Saved entries

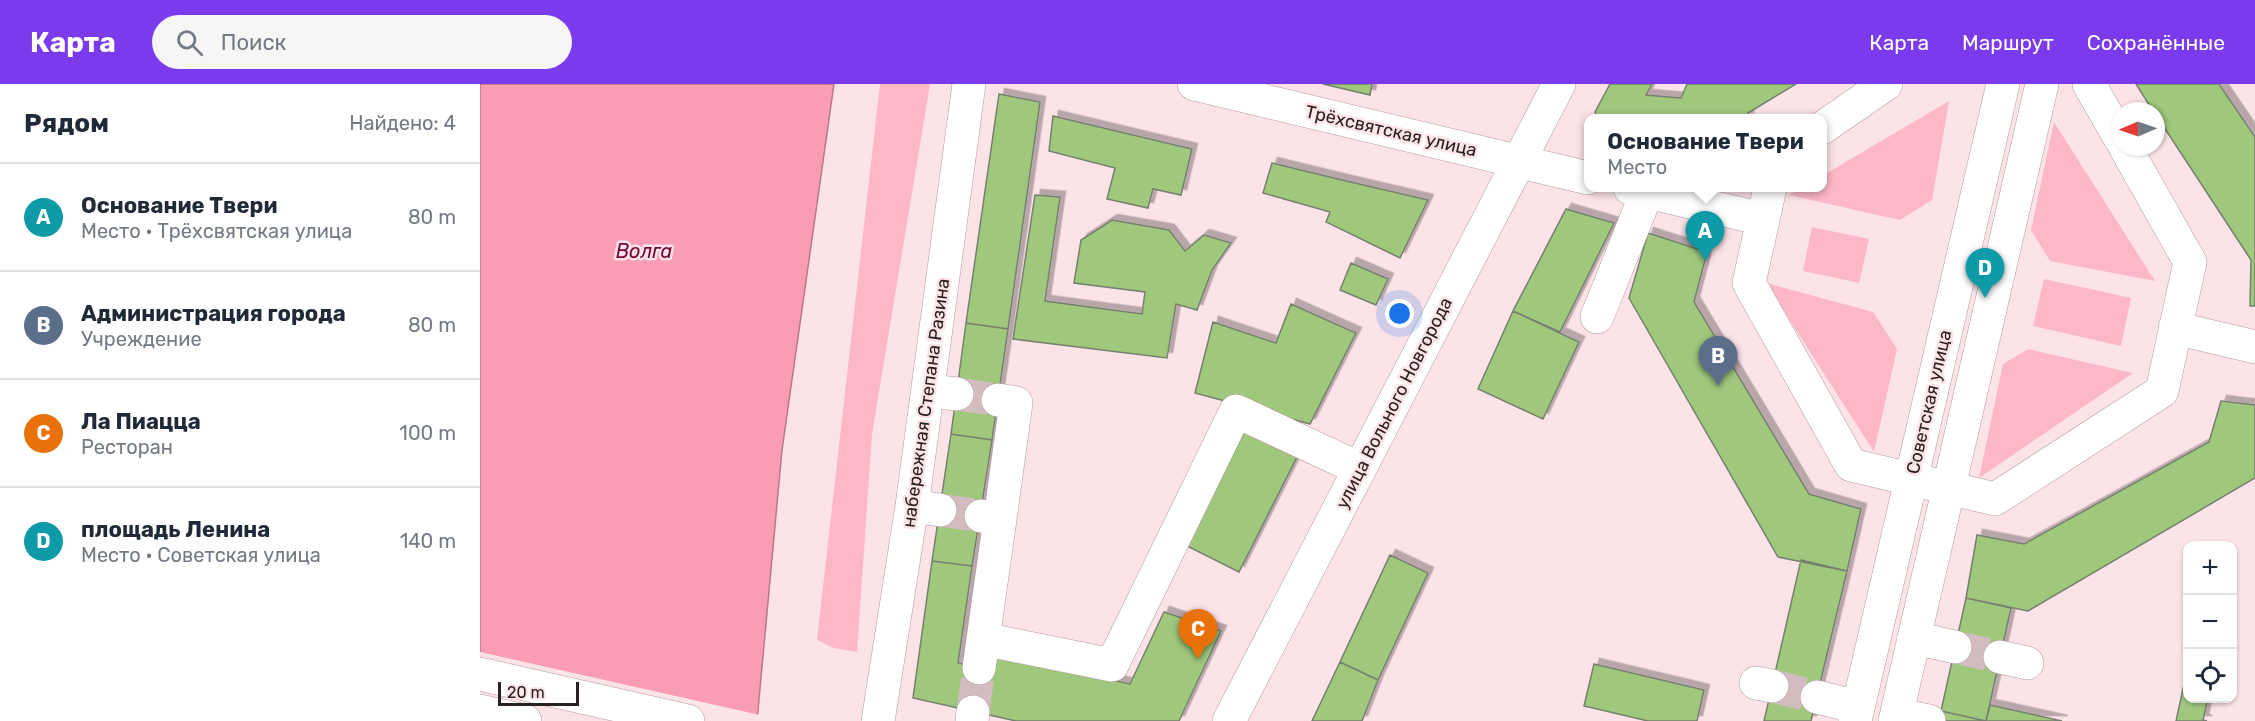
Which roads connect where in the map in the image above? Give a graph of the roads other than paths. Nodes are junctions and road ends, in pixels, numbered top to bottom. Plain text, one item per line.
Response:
1 (969, 84) edge
2 (1194, 84) edge
3 (1559, 84) edge
4 (1886, 84) edge
5 (2003, 84) edge
6 (2042, 84) edge
7 (2090, 84) edge
8 (2111, 122) edge
9 (1827, 125) edge
10 (2130, 156) edge
11 (1520, 161) junction
12 (1584, 176) edge
13 (1638, 192) edge
14 (1648, 192) edge
15 (1769, 192) edge
16 (1763, 219) junction
17 (1597, 317) dead end
18 (2175, 328) junction
19 (2255, 347) edge
20 (998, 400) tunnel mouth
21 (1360, 469) junction
22 (1911, 479) junction
23 (1949, 488) junction
24 (1914, 638) junction
25 (1955, 647) tunnel mouth
26 (480, 674) edge
27 (1817, 697) tunnel mouth
28 (480, 711) edge
29 (1857, 714) edge
30 (1896, 717) edge
31 (525, 721) edge
32 (688, 721) edge
33 (878, 721) edge
34 (1229, 721) edge
35 (1929, 721) edge

1 - 33 street, набережная Степана Разина
2 - 11 street, Трёхсвятская улица
3 - 11 street, улица Вольного Новгорода
4 - 9 street
5 - 22 street, Советская улица
6 - 23 street
7 - 8 street
10 - 18 street
11 - 12 street, Трёхсвятская улица
11 - 21 street, улица Вольного Новгорода
13 - 17 street
14 - 16 street
15 - 16 street
16 - 22 street
18 - 19 street
18 - 23 street
20 - 21 street
21 - 34 street, улица Вольного Новгорода
22 - 23 street
22 - 29 street, Советская улица
23 - 24 street
24 - 25 street
24 - 30 street
26 - 32 street
27 - 29 street
28 - 31 street
30 - 35 street

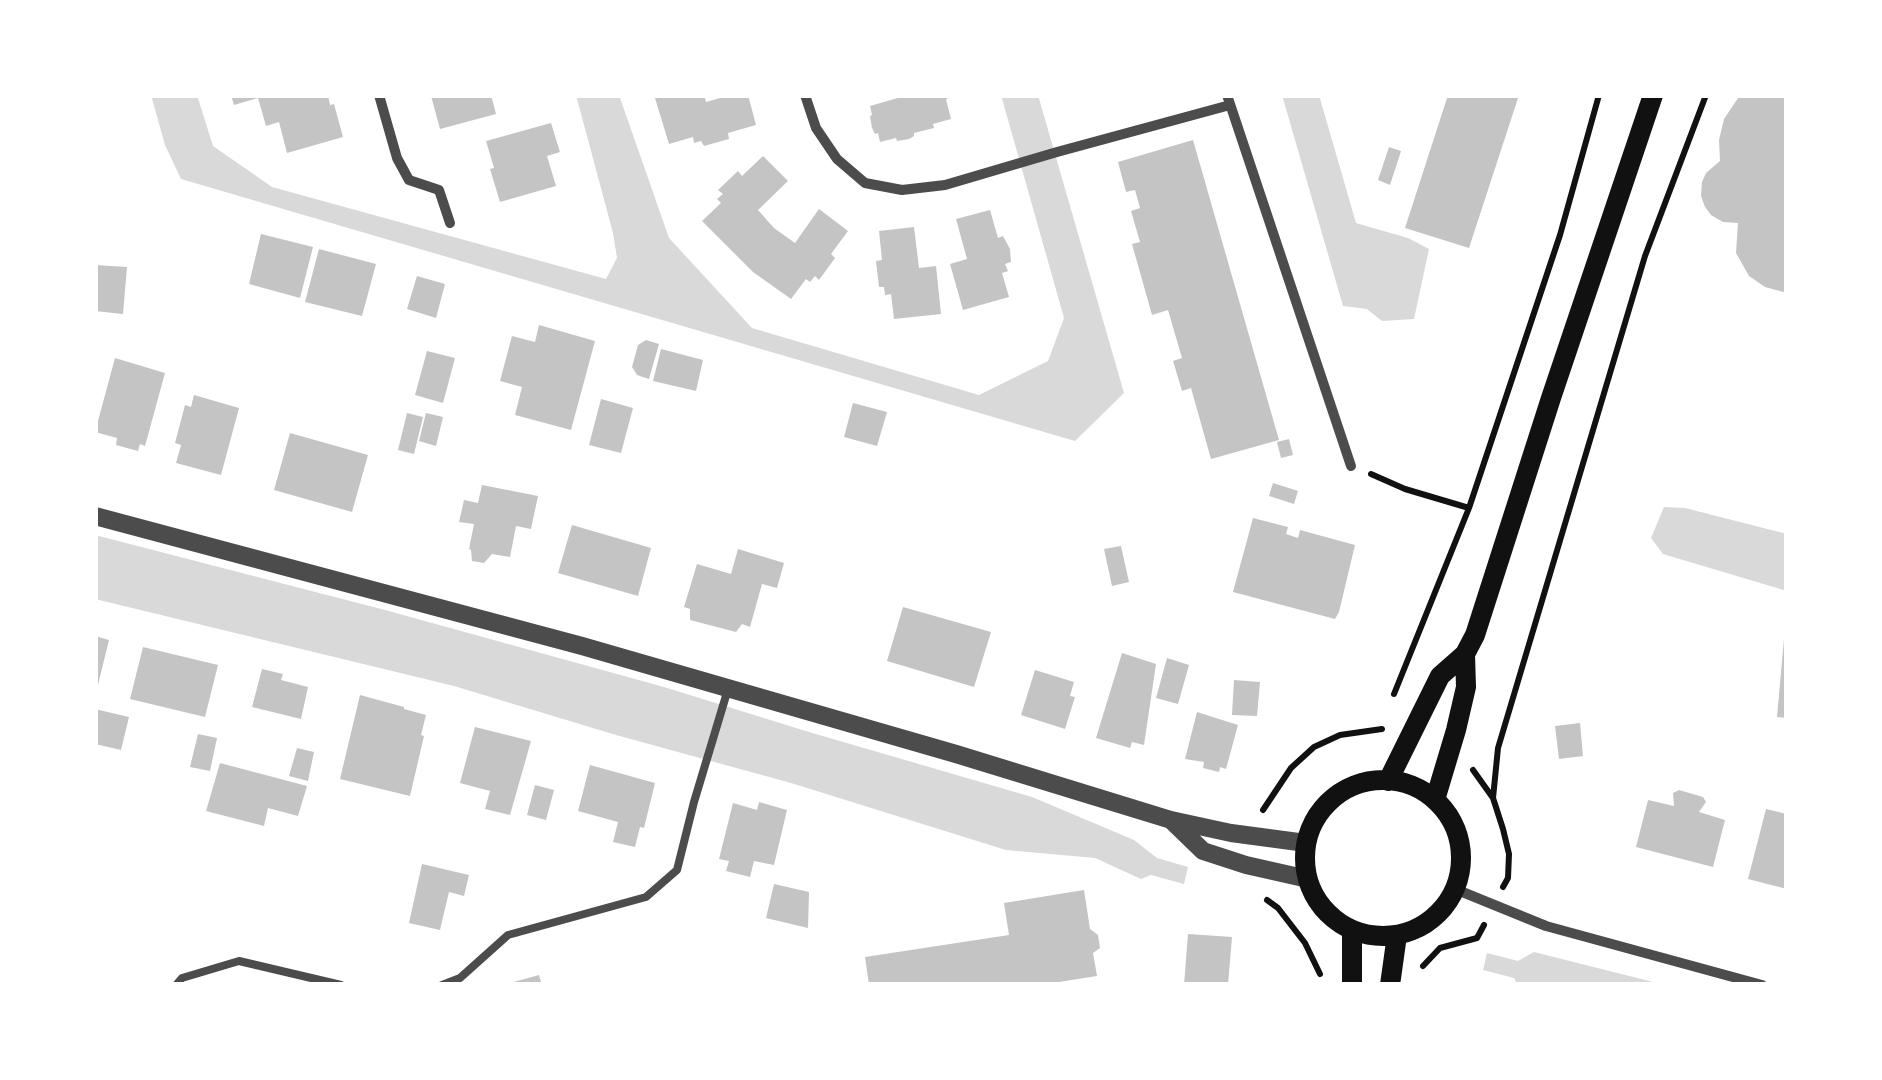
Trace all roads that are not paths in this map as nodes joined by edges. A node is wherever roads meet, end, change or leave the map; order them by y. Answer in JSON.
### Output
{"nodes":[{"id":1,"x":379,"y":95,"type":"edge"},
{"id":2,"x":806,"y":95,"type":"edge"},
{"id":3,"x":1653,"y":95,"type":"edge"},
{"id":4,"x":1228,"y":100,"type":"edge"},
{"id":5,"x":450,"y":223,"type":"dead end"},
{"id":6,"x":1352,"y":466,"type":"road end"},
{"id":7,"x":95,"y":516,"type":"edge"},
{"id":8,"x":1465,"y":654,"type":"junction"},
{"id":9,"x":725,"y":696,"type":"junction"},
{"id":10,"x":1388,"y":780,"type":"junction"},
{"id":11,"x":1435,"y":800,"type":"junction"},
{"id":12,"x":1171,"y":820,"type":"junction"},
{"id":13,"x":1306,"y":844,"type":"junction"},
{"id":14,"x":1308,"y":879,"type":"junction"},
{"id":15,"x":1455,"y":889,"type":"junction"},
{"id":16,"x":1352,"y":930,"type":"junction"},
{"id":17,"x":1398,"y":935,"type":"junction"},
{"id":18,"x":176,"y":985,"type":"edge"},
{"id":19,"x":341,"y":985,"type":"edge"},
{"id":20,"x":442,"y":985,"type":"edge"},
{"id":21,"x":1352,"y":985,"type":"edge"},
{"id":22,"x":1390,"y":985,"type":"edge"},
{"id":23,"x":1762,"y":985,"type":"edge"}],
"edges":[{"from":1,"to":5,"type":"street"},
{"from":2,"to":4,"type":"street"},
{"from":3,"to":8,"type":"main road"},
{"from":4,"to":6,"type":"street"},
{"from":7,"to":9,"type":"street"},
{"from":8,"to":10,"type":"main road"},
{"from":8,"to":11,"type":"main road"},
{"from":9,"to":12,"type":"street"},
{"from":9,"to":20,"type":"lane"},
{"from":10,"to":11,"type":"main road"},
{"from":10,"to":13,"type":"main road"},
{"from":11,"to":15,"type":"main road"},
{"from":12,"to":13,"type":"street"},
{"from":12,"to":14,"type":"street"},
{"from":13,"to":14,"type":"main road"},
{"from":14,"to":16,"type":"main road"},
{"from":15,"to":17,"type":"main road"},
{"from":15,"to":23,"type":"street"},
{"from":16,"to":17,"type":"main road"},
{"from":16,"to":21,"type":"main road"},
{"from":17,"to":22,"type":"main road"},
{"from":18,"to":19,"type":"lane"}]}
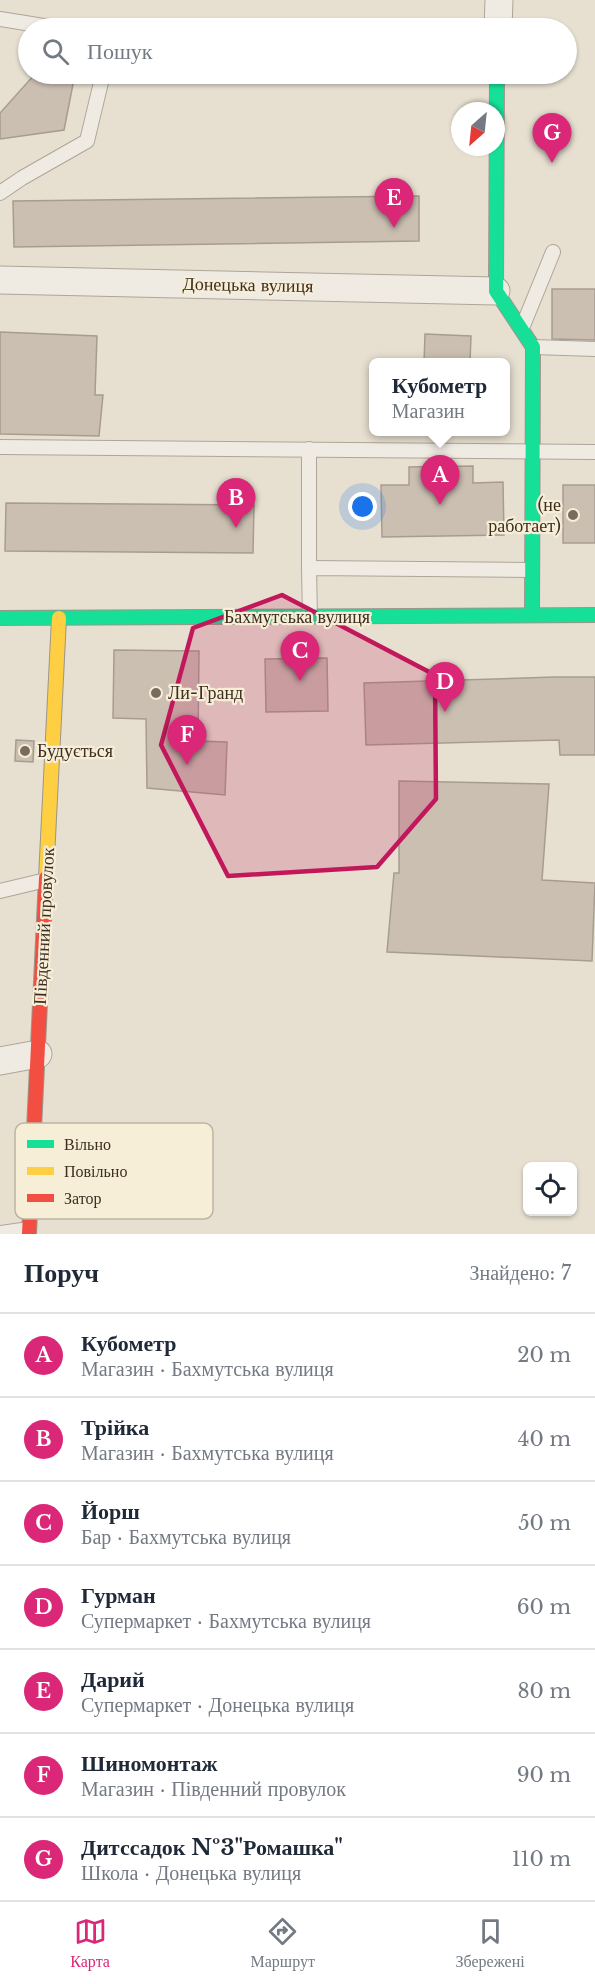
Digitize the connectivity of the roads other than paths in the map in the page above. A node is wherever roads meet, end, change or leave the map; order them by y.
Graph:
1 (498, 0) edge
2 (498, 18) edge
3 (0, 19) edge
4 (18, 22) edge
5 (101, 84) edge
6 (497, 84) edge
7 (0, 193) edge
8 (553, 252) dead end
9 (0, 280) edge
10 (496, 291) junction
11 (521, 329) junction
12 (532, 347) junction
13 (595, 349) edge
14 (0, 447) edge
15 (309, 449) junction
16 (532, 452) junction
17 (595, 452) edge
18 (309, 568) junction
19 (532, 570) junction
20 (532, 615) junction
21 (595, 615) edge
22 (310, 617) junction
23 (0, 618) edge
24 (59, 618) junction
25 (46, 880) junction
26 (0, 891) edge
27 (38, 1054) junction
28 (0, 1061) edge
29 (34, 1123) edge
30 (29, 1231) edge
31 (0, 1233) edge

1 - 2 street
3 - 4 lane
5 - 7 lane
6 - 10 street
8 - 11 lane
9 - 10 street, Донецька вулиця
10 - 11 street
11 - 12 street
12 - 13 lane
12 - 16 street
14 - 15 lane
15 - 16 lane
15 - 18 lane
16 - 17 lane
16 - 19 street
18 - 19 lane
18 - 22 lane
19 - 20 street
20 - 21 street, Бахмутська вулиця
20 - 22 street, Бахмутська вулиця
22 - 24 street, Бахмутська вулиця
23 - 24 street, Бахмутська вулиця
24 - 25 street, Південний провулок
25 - 26 lane
25 - 27 street, Південний провулок
27 - 28 street
27 - 29 street, Південний провулок
30 - 31 lane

▶ PROBLEM DESCRIPTION
Every line above that holds the string "вулиця" should be copied out.

▶ RESULT OF THE EXERCISE
9 - 10 street, Донецька вулиця
20 - 21 street, Бахмутська вулиця
20 - 22 street, Бахмутська вулиця
22 - 24 street, Бахмутська вулиця
23 - 24 street, Бахмутська вулиця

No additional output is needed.